## Assignment
Your answer must be the exact lines below, starting with the line with "pinky tip: (685, 263)" and going on through the line with "wrist: (571, 332)", both included, with no pictures.

Record set: Begin

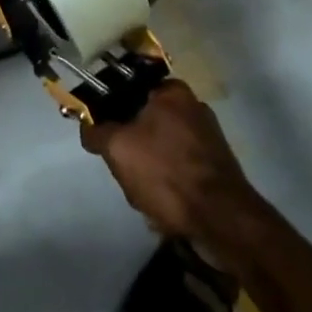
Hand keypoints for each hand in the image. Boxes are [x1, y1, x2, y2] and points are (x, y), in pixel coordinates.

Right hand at [80, 81, 261, 241]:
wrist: (222, 220)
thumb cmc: (166, 172)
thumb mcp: (118, 148)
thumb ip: (97, 132)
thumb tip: (88, 126)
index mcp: (171, 91)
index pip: (128, 90)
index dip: (111, 113)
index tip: (104, 136)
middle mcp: (194, 105)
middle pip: (145, 121)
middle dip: (132, 147)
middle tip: (125, 169)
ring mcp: (209, 136)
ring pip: (161, 147)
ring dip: (149, 168)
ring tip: (146, 194)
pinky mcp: (217, 165)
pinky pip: (180, 166)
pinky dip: (170, 181)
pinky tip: (165, 203)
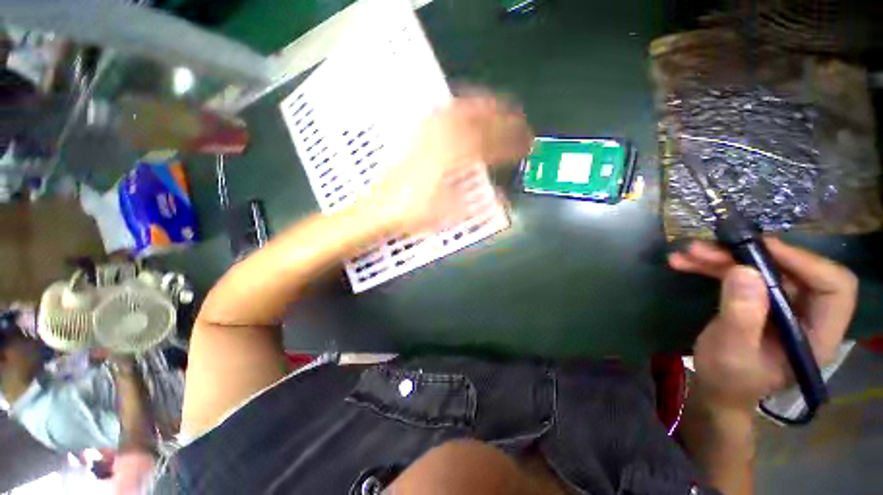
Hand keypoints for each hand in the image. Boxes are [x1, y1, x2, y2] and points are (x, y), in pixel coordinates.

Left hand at [364, 95, 532, 233]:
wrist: (378, 210)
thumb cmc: (412, 215)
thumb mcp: (447, 215)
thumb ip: (477, 205)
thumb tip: (503, 200)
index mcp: (448, 162)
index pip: (487, 145)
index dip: (510, 144)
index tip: (526, 145)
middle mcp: (439, 141)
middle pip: (477, 121)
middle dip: (503, 119)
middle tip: (520, 122)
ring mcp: (425, 134)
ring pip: (460, 109)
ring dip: (484, 105)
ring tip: (500, 107)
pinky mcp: (416, 134)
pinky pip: (443, 111)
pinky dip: (460, 104)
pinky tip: (465, 107)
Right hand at [669, 238, 857, 409]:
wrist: (716, 388)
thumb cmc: (728, 378)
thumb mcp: (732, 350)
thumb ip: (742, 314)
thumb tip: (744, 271)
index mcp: (817, 334)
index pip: (833, 286)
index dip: (804, 262)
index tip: (761, 249)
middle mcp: (807, 314)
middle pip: (791, 270)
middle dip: (749, 255)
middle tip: (708, 248)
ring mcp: (782, 306)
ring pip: (762, 268)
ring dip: (723, 258)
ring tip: (688, 254)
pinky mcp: (760, 301)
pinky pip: (741, 274)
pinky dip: (713, 267)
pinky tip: (685, 263)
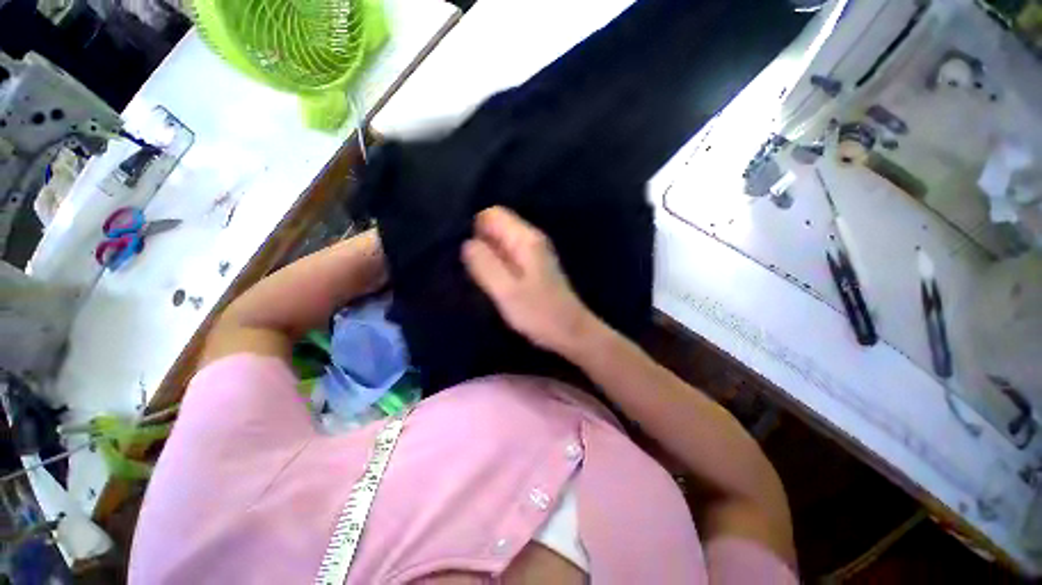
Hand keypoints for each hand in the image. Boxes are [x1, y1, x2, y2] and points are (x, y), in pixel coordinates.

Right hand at [462, 206, 595, 355]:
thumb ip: (484, 264)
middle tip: (472, 270)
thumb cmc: (538, 312)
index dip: (475, 230)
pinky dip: (497, 263)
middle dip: (480, 241)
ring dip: (487, 254)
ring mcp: (534, 252)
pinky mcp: (534, 266)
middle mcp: (531, 238)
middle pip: (496, 224)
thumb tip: (467, 243)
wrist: (571, 332)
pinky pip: (508, 253)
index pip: (492, 214)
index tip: (468, 256)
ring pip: (501, 240)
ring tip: (479, 277)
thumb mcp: (505, 290)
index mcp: (525, 238)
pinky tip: (494, 283)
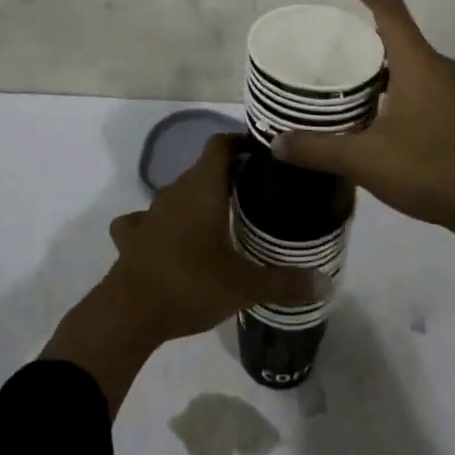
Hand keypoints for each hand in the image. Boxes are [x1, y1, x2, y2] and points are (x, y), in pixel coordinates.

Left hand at [43, 134, 324, 410]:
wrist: (130, 312)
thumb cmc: (192, 284)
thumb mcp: (245, 286)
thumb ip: (284, 282)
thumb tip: (324, 280)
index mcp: (203, 187)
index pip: (221, 144)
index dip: (240, 143)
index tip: (261, 155)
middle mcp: (176, 190)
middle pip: (203, 169)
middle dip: (227, 177)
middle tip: (253, 195)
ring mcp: (150, 212)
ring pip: (178, 194)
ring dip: (196, 202)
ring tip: (219, 221)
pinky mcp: (132, 236)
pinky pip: (147, 220)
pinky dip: (160, 225)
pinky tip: (170, 241)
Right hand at [271, 0, 454, 235]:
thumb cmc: (430, 171)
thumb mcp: (366, 161)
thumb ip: (318, 149)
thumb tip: (276, 143)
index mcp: (417, 62)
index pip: (388, 6)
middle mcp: (436, 65)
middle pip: (397, 30)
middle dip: (364, 26)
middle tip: (329, 37)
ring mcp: (451, 87)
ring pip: (409, 57)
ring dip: (379, 57)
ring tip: (346, 73)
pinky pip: (420, 77)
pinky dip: (394, 79)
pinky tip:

Record set: End

## Answer section
pinky tip: (685, 263)
Hand keypoints for each hand in the image. Boxes are [x1, y1, x2, y2] and points are (x, y), in pixel coordinates.

Right hand at [462, 206, 595, 355]:
thumb ip: (484, 264)
middle tip: (472, 270)
thumb cmc: (538, 312)
index dip: (475, 230)
pinky dip: (497, 263)
middle dip: (480, 241)
ring dip: (487, 254)
ring mcp: (534, 252)
pinky mcp: (534, 266)
middle mcp: (531, 238)
middle pip: (496, 224)
thumb tip: (467, 243)
wrist: (571, 332)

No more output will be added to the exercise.